Concerning Facebook data, the firm said it “offered to share with the ICO all the information that it asked for and for the ICO to attend our office voluntarily, subject to our agreeing the scope of the inspection.”
In an earlier statement Cambridge Analytica said it “strongly” denied “false allegations” in the media and said that the Facebook data at the center of the scandal wasn’t used as part of services provided to the Trump campaign.
Facebook has enlisted the firm Stroz Friedberg to assess advertising-data provider Cambridge Analytica, whose handling of Facebook user data has mired the social networking company in controversy.

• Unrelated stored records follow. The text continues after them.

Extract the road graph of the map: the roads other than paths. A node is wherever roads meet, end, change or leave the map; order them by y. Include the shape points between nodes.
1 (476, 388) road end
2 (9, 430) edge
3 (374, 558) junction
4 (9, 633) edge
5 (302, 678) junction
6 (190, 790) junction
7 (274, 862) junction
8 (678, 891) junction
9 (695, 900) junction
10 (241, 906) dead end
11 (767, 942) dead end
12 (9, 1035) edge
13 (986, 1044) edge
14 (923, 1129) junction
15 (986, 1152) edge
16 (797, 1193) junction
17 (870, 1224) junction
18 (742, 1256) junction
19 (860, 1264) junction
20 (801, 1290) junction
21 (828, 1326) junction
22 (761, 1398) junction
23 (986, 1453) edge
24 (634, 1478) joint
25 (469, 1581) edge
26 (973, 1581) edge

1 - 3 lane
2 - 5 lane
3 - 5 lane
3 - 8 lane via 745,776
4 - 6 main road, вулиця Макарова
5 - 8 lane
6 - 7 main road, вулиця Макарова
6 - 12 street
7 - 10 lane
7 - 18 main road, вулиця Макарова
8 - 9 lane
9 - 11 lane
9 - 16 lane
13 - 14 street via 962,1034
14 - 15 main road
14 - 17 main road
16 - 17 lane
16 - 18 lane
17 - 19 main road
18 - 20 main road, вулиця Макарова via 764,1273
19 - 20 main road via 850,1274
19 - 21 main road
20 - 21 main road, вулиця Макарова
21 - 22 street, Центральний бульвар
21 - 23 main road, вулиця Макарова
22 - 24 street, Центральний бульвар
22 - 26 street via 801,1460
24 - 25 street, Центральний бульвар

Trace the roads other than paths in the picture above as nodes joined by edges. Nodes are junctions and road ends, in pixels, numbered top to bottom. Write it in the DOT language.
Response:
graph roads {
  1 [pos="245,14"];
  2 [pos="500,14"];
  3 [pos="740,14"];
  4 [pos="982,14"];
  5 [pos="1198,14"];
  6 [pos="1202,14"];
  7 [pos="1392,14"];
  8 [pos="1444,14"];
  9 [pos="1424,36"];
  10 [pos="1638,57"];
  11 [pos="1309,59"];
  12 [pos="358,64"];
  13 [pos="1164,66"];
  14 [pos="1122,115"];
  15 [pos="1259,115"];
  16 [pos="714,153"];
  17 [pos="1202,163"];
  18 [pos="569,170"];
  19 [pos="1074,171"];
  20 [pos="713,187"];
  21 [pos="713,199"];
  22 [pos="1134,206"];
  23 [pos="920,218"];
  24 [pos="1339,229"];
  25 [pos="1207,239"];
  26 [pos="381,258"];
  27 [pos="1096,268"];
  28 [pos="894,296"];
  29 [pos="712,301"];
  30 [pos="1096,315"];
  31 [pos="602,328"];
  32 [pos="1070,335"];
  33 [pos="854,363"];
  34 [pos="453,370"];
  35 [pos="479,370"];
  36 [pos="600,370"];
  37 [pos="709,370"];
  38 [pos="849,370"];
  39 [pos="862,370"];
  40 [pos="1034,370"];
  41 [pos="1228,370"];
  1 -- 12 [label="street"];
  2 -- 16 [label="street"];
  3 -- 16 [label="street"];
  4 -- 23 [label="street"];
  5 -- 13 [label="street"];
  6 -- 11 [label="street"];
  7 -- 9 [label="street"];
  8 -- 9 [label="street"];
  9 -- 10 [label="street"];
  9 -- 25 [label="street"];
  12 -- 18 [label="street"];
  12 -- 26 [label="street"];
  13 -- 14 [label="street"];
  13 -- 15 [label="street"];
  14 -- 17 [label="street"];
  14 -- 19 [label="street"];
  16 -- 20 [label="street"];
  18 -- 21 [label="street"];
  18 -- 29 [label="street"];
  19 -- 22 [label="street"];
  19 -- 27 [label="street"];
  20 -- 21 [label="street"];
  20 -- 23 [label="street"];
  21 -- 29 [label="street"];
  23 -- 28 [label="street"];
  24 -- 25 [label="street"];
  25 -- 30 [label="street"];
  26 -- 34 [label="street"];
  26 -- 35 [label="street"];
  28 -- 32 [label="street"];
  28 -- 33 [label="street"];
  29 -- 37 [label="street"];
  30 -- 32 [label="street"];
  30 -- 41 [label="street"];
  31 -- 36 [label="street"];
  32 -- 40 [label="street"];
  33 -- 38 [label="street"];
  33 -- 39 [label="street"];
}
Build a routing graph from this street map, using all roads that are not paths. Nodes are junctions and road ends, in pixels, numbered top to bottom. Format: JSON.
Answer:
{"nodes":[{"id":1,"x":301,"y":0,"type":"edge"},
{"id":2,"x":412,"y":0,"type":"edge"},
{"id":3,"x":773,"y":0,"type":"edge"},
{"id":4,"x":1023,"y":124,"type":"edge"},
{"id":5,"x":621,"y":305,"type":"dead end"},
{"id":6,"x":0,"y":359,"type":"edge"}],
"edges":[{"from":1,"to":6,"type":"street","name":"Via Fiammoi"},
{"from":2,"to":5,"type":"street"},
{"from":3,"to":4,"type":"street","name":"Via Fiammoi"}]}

“On March 19, Facebook announced that it will stand down its search of Cambridge Analytica premises at the Information Commissioner’s request,” the ICO said in the statement. “Such a search would potentially compromise a regulatory investigation.”
Speaking to BBC Radio 4 on Tuesday, Denham said that the ICO was "concerned about the integrity of our investigation. We are also looking at Facebook at the same time. Our advice to Facebook was ‘back away.’” She told Channel 4 News earlier that the agency was seeking a warrant.
Kogan and Cambridge Analytica had agreed to be audited by Stroz Friedberg to determine whether the data company still has the disputed information.